Bonnie Bacvar, North York

It is a point well-taken, but one which this Harper Conservative government, I suspect, doesn't give a damn about.

Thursday, March 22, 2012

Discouragements to Democratic Participation

The litany of abuses, even crimes, against democracy committed by the Harper government is indeed long. Probably the gravest damage done by this regime, and I believe the damage is intentional, is to alienate increasing numbers of citizens from the electoral process.

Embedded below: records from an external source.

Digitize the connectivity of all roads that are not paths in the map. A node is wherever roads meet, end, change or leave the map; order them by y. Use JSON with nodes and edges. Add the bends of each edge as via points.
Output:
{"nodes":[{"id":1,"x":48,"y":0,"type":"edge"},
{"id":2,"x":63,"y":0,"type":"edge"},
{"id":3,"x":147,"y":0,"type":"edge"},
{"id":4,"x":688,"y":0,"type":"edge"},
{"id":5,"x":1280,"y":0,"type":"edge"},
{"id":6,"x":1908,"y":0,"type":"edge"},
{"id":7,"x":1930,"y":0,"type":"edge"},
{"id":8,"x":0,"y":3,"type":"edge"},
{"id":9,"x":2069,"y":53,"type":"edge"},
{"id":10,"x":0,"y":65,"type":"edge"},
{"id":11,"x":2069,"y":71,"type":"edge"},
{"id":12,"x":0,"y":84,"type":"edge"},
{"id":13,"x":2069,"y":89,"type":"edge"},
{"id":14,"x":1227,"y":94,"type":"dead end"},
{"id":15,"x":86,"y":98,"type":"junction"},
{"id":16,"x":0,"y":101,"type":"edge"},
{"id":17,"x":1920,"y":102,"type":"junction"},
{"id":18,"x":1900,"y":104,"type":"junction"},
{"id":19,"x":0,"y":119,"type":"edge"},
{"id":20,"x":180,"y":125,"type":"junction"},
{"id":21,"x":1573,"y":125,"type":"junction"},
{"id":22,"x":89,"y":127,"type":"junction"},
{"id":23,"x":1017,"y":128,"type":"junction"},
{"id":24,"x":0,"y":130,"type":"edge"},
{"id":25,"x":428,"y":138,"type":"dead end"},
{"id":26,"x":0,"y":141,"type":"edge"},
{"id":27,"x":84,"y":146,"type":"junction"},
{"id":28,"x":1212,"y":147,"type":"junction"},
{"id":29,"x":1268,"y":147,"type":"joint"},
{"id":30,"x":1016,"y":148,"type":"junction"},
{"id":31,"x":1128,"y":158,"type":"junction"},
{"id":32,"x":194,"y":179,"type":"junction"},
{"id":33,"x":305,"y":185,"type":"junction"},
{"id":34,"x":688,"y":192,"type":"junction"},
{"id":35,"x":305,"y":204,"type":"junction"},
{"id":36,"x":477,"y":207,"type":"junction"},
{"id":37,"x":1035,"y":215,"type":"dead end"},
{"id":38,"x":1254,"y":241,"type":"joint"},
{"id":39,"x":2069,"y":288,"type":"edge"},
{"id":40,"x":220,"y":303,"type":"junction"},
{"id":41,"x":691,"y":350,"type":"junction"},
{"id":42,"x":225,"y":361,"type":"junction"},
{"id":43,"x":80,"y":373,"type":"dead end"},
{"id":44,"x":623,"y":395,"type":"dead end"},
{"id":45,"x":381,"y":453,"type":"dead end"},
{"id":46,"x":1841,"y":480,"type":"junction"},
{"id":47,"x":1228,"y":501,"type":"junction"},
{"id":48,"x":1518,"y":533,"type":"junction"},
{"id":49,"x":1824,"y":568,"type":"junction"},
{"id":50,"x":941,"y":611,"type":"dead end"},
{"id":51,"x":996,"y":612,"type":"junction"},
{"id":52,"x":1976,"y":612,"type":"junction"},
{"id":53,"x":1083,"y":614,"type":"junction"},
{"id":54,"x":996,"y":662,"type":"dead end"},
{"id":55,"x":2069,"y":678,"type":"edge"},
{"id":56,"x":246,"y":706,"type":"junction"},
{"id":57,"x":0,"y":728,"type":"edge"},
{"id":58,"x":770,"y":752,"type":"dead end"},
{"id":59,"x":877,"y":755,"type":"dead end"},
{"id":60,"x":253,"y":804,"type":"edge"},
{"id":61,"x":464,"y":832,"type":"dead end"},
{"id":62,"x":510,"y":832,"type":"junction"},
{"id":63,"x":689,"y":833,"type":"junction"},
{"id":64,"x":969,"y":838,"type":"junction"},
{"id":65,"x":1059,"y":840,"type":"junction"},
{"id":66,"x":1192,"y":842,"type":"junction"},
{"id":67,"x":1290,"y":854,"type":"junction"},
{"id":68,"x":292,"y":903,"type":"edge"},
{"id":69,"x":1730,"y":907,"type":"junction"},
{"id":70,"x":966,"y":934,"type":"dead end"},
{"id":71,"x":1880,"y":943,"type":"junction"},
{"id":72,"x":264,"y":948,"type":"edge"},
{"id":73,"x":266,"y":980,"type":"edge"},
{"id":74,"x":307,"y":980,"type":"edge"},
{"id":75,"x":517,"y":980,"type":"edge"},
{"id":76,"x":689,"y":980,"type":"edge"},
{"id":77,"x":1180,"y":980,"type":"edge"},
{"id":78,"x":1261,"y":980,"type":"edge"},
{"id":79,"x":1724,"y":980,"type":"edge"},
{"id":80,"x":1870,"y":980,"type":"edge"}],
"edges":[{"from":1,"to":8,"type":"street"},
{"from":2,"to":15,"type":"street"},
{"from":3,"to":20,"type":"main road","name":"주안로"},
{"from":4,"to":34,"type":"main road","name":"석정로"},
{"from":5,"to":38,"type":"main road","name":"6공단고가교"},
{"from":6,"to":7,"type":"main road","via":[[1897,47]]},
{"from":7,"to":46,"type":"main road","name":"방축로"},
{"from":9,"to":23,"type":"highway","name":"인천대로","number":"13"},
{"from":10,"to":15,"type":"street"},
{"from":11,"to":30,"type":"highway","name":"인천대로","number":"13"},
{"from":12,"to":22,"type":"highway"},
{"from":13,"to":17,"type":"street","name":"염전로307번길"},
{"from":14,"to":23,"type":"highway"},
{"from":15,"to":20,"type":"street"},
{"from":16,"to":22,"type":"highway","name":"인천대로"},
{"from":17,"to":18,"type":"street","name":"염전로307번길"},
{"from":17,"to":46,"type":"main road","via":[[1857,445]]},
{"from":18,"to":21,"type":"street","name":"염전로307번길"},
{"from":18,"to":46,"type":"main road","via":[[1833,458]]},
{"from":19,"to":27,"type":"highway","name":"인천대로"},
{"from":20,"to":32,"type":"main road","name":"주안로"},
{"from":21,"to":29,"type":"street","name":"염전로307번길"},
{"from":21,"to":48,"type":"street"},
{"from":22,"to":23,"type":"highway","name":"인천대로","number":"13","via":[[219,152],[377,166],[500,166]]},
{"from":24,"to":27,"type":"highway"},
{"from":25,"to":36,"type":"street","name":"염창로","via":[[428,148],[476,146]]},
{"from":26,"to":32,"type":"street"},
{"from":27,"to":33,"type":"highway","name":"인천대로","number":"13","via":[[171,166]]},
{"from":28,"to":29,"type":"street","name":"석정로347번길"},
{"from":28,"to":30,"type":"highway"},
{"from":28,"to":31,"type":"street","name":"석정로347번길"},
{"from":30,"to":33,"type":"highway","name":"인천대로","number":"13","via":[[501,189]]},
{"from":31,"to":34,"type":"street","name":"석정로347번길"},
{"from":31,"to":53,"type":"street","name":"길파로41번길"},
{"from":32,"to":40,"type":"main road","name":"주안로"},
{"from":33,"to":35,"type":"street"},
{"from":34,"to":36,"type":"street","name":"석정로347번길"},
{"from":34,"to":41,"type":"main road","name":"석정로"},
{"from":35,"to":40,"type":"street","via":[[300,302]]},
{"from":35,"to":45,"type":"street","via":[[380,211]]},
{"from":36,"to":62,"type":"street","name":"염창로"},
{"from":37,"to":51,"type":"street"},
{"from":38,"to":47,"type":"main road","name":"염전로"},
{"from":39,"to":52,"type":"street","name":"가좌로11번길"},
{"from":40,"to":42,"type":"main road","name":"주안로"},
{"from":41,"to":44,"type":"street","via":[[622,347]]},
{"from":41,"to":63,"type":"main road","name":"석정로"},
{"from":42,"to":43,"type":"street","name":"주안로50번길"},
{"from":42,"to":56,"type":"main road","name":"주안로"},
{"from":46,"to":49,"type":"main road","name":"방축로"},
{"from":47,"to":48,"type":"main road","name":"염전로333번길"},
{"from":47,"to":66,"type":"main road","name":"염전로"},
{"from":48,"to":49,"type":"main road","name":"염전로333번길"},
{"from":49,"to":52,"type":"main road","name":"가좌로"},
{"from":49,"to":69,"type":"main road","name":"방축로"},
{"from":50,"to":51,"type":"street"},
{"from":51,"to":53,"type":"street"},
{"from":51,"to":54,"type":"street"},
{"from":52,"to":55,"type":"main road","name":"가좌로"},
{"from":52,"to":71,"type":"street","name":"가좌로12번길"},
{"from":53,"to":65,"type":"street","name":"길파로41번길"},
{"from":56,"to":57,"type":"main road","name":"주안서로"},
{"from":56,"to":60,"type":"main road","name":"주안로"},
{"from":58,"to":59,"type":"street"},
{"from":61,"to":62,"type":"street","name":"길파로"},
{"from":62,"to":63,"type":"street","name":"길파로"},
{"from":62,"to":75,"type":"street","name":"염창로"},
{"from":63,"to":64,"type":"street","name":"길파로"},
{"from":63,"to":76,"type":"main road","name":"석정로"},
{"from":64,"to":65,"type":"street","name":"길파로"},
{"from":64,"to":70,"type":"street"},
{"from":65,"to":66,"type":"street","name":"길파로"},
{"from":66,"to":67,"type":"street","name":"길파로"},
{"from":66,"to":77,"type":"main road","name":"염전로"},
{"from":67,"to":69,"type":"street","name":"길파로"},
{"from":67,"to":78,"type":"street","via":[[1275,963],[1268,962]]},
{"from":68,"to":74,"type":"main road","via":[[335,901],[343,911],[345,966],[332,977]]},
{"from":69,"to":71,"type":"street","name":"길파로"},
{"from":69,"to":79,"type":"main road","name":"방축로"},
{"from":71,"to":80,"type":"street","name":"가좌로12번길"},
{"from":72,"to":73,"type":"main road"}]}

In his column today, Bob Hepburn, in writing about the renewal of attack ads Harper is so famous for, has this to say:

Indeed, since he became Prime Minister, Harper has lowered the overall standard on what is acceptable in Canadian politics. He has allowed his attack dogs to operate with impunity, taking his cue from poisonous American campaigns. With his new ad, Harper is clearly signalling he believes “going negative” is the only way of winning and he is not about to stop.

For years, political scientists in Canada and the U.S. have argued that the growing use of negative ads, which topped 60 per cent of all ads in the 2008 U.S. presidential election, fosters lower voter turnout and a loss of trust in governments.


While others may seek a deeper strategy behind these despicable ads, I sincerely believe that their main purpose is to do just that, foster lower voter turnout so that a strong turnout by their own rabid supporters ensures a Conservative majority in perpetuity.

I have said this before, and I'll say it again: the damage this regime is doing to our democratic traditions renders it roundly and manifestly unfit to govern.